◆ **Task prompt**: Search the records below for the word "Manoel", then return every line where it appears.
__________
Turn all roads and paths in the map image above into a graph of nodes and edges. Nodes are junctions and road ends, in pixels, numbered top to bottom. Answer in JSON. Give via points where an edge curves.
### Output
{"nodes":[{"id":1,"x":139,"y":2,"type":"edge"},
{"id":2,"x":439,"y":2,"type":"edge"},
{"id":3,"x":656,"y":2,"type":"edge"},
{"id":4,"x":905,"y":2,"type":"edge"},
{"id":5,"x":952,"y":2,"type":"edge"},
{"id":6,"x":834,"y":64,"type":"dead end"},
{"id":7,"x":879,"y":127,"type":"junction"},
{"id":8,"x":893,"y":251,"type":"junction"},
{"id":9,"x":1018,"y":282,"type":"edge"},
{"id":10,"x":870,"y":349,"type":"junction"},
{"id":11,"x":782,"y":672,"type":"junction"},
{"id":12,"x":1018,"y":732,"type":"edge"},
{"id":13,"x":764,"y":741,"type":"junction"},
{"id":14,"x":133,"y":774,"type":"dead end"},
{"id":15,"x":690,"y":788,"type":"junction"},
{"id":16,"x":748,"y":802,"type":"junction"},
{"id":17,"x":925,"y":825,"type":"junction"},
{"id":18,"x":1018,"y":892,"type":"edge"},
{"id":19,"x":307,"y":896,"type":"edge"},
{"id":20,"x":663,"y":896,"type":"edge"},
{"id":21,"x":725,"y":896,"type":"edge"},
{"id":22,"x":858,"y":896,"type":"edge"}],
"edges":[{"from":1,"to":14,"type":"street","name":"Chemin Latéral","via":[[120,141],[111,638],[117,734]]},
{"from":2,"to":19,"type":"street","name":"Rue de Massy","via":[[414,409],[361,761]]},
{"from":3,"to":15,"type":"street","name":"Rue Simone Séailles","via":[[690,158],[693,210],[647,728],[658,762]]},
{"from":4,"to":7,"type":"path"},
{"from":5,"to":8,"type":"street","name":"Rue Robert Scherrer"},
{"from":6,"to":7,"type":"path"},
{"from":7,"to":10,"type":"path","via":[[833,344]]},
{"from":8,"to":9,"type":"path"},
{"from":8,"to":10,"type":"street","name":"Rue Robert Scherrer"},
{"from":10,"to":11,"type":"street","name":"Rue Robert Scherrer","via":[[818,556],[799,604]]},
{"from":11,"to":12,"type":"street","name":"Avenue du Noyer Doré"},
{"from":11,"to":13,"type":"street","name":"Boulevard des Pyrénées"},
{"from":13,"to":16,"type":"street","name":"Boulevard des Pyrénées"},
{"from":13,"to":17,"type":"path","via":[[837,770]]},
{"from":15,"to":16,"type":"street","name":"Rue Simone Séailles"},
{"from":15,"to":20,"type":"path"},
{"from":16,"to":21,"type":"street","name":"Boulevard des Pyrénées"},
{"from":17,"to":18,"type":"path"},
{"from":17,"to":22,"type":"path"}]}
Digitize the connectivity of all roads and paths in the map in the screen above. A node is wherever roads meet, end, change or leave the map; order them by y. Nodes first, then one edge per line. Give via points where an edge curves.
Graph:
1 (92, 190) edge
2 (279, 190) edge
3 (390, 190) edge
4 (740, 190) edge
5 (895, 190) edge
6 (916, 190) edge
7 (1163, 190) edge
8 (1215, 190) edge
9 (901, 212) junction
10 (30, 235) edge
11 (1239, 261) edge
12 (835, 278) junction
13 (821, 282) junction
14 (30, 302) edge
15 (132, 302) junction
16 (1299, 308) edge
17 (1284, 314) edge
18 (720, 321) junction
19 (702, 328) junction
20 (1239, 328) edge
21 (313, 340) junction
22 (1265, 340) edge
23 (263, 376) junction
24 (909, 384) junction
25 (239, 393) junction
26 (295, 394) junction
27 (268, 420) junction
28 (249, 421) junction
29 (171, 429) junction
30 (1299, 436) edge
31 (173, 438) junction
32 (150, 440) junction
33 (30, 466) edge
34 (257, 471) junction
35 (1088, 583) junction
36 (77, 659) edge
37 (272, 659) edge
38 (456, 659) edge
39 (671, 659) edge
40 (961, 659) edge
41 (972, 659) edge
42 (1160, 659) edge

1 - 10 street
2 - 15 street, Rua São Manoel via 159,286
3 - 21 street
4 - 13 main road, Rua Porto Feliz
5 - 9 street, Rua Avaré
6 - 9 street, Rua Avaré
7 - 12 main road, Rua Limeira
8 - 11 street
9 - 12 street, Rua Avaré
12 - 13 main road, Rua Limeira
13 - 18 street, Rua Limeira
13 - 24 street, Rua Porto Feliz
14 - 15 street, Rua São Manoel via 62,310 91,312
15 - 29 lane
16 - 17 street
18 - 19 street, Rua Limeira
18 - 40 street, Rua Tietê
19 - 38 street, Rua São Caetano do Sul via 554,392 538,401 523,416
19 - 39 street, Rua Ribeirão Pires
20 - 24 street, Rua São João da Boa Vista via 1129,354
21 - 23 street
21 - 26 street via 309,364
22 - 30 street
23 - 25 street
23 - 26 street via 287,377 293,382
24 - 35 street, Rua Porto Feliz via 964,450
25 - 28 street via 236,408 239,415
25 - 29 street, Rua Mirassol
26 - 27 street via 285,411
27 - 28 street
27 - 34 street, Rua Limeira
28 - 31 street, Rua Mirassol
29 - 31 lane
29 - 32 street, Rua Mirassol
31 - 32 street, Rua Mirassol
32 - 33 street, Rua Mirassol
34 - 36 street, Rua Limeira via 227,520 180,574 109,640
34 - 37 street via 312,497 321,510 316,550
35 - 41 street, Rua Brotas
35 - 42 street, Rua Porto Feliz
__________
◆ **Response to this task**:
2 - 15 street, Rua São Manoel via 159,286
14 - 15 street, Rua São Manoel via 62,310 91,312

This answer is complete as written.